大人(保護者)ができるネットリテラシー教育の関わり方
家庭でできる具体的な教え方
ネットリテラシーは、一度教えれば身につくものではなく、日々の関わりの中で少しずつ育っていく力です。そのため、特別な時間を設けるというよりも、日常の中で自然に伝えていくことが大切です。例えば、子どもが見ている動画やSNSについて「どんな内容だったの?」「どう思った?」と声をかけることで、情報の受け取り方や感じ方を一緒に整理することができます。また、ニュースや身近な話題をきっかけに、「どうしてこういうトラブルが起きたのか」「自分だったらどうするか」と考える機会をつくることも効果的です。
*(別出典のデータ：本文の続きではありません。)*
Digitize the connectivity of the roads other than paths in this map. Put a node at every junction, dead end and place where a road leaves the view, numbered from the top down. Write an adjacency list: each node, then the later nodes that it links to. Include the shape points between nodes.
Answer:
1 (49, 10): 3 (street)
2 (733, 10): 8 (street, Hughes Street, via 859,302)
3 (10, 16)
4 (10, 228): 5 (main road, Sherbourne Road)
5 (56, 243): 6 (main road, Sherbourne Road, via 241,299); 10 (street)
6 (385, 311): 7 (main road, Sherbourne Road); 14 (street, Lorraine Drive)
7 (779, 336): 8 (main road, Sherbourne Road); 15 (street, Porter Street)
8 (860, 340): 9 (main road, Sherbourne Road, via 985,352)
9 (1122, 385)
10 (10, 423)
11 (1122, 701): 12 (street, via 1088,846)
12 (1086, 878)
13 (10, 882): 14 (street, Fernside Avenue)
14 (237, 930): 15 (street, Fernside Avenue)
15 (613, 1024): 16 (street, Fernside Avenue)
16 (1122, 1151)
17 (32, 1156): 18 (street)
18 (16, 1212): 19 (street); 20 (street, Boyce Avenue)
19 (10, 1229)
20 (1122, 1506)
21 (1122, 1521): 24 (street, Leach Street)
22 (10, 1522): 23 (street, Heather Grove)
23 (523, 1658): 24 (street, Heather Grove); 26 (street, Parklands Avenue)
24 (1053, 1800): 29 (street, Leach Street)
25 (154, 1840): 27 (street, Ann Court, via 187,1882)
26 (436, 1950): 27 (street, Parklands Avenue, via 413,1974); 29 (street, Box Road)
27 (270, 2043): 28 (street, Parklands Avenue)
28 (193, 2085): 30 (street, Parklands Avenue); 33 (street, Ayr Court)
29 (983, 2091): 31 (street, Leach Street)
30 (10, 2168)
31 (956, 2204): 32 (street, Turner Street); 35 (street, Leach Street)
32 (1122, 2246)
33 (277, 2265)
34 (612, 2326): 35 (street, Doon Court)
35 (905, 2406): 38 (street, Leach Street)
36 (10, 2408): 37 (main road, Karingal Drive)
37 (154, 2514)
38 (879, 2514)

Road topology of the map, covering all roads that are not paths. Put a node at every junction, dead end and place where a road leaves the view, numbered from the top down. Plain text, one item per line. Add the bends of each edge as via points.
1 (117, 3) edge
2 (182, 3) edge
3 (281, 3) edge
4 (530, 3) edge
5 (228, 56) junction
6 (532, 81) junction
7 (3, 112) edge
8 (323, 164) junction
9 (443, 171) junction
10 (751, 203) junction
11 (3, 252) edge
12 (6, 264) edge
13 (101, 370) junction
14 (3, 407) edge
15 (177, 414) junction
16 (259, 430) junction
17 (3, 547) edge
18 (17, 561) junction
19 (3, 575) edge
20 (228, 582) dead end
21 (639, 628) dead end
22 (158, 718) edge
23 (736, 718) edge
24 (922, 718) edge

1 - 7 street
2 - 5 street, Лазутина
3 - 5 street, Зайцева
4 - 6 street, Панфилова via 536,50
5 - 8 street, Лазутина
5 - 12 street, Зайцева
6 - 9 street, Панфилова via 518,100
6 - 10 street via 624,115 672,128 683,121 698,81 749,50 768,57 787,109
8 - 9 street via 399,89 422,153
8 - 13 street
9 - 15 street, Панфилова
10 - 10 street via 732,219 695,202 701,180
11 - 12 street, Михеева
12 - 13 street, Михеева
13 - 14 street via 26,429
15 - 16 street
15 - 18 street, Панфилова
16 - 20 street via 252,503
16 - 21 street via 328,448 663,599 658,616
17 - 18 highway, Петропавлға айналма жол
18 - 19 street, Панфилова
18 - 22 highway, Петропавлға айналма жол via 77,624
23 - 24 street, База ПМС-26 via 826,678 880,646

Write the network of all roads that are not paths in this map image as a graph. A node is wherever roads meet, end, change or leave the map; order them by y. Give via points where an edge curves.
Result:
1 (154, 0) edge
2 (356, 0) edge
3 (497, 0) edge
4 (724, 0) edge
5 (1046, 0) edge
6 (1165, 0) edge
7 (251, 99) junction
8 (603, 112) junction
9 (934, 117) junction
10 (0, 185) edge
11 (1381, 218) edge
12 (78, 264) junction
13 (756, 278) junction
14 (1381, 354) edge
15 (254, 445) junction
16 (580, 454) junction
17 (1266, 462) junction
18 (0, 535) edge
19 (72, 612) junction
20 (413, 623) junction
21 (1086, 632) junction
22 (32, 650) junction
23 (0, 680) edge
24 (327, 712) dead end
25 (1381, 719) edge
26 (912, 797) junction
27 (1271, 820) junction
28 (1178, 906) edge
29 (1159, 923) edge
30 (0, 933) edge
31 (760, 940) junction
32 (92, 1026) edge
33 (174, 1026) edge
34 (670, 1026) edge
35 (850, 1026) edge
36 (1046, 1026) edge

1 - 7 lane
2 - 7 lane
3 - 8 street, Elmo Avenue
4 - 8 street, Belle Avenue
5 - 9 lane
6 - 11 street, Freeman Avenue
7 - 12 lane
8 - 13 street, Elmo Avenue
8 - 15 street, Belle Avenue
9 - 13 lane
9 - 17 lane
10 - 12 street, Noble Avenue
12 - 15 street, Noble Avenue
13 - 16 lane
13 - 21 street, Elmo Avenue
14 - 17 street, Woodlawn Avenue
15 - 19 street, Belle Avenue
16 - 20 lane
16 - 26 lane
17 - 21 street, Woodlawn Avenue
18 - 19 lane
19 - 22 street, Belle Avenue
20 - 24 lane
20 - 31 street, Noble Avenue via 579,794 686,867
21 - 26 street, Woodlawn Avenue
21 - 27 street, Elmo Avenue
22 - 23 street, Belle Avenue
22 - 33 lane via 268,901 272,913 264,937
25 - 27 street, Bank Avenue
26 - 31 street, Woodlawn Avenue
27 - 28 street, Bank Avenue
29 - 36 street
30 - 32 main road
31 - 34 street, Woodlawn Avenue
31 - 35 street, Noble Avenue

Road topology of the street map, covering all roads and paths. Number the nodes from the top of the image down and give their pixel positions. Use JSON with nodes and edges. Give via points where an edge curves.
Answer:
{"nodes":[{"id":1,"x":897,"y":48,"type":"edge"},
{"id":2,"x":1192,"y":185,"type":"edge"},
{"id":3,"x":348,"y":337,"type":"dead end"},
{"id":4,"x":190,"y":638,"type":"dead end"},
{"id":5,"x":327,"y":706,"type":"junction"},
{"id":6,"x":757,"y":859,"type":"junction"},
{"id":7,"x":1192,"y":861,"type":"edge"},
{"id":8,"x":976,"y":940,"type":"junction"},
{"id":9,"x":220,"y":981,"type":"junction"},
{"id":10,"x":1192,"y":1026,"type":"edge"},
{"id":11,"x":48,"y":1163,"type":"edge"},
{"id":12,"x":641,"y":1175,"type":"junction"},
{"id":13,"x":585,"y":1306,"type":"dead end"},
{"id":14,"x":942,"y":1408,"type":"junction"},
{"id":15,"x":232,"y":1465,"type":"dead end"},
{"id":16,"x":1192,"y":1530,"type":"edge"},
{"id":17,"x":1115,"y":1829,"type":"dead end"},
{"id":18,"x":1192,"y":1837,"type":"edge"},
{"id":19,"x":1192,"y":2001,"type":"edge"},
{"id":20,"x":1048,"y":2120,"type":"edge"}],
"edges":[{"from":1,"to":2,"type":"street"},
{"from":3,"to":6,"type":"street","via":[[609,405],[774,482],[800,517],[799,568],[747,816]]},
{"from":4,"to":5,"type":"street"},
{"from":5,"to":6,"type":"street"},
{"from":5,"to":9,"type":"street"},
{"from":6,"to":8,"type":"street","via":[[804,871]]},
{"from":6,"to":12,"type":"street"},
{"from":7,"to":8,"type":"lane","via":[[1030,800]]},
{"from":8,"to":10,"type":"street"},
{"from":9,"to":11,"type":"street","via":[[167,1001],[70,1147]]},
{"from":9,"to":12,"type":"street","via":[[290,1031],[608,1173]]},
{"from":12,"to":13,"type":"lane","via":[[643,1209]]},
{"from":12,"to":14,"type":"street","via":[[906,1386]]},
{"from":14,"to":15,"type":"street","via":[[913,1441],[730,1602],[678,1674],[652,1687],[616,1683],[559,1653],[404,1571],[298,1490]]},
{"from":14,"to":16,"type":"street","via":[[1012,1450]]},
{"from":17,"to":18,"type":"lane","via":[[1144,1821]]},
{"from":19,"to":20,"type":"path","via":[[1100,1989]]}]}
大人が一方的に注意するのではなく、対話を通して考える力を育てていくことが、実践的なネットリテラシーにつながります。
子どもとルールを共有する重要性
インターネットの使い方については、家庭内でルールを決めておくことも重要です。ただし、ルールは一方的に押し付けるのではなく、子どもと一緒に考えて決めることがポイントです。例えば、「使う時間」「利用するアプリ」「発信してよい内容」などについて話し合いながら決めることで、子ども自身が納得して守りやすくなります。また、ルールは一度決めて終わりではなく、成長や利用状況に応じて見直していくことも大切です。子どもが主体的に考えながらルールを守る経験は、将来的に自分で判断し行動する力を育てることにもつながります。
トラブルが起きたときの対応の考え方
どれだけ注意していても、インターネット上でのトラブルを完全に防ぐことは難しいものです。そのため、大切なのは「トラブルが起きたときにどう対応するか」です。まず重要なのは、子どもが安心して相談できる環境をつくっておくことです。叱責や否定から入ってしまうと、子どもは問題を隠すようになり、状況が悪化する可能性があります。トラブルが起きた際には、事実を落ち着いて確認し、必要に応じて相手との接触を断つ、証拠を残す、学校や専門機関に相談するといった対応を検討します。また、トラブルを単なる失敗で終わらせるのではなく、「次にどうすれば防げるか」を一緒に考えることで、子どもにとって大切な学びの機会にもなります。大人が冷静に寄り添いながら対応することが、子どもを守り、再発防止につながります。
ネットリテラシーは家庭で育てる力

インターネットは便利な一方で、トラブルのリスクも伴います。そのため、子どもには「正しく判断し、安全に使う力=ネットリテラシー」が欠かせません。学校だけでなく、日常的に関わる家庭での声かけやルールづくりが重要です。「関わりすぎない」「情報を守る」「言葉を考える」といった基本を意識しながら、子どもと一緒に考えていくことが大切です。日々の積み重ねが、子どもを守る力につながります。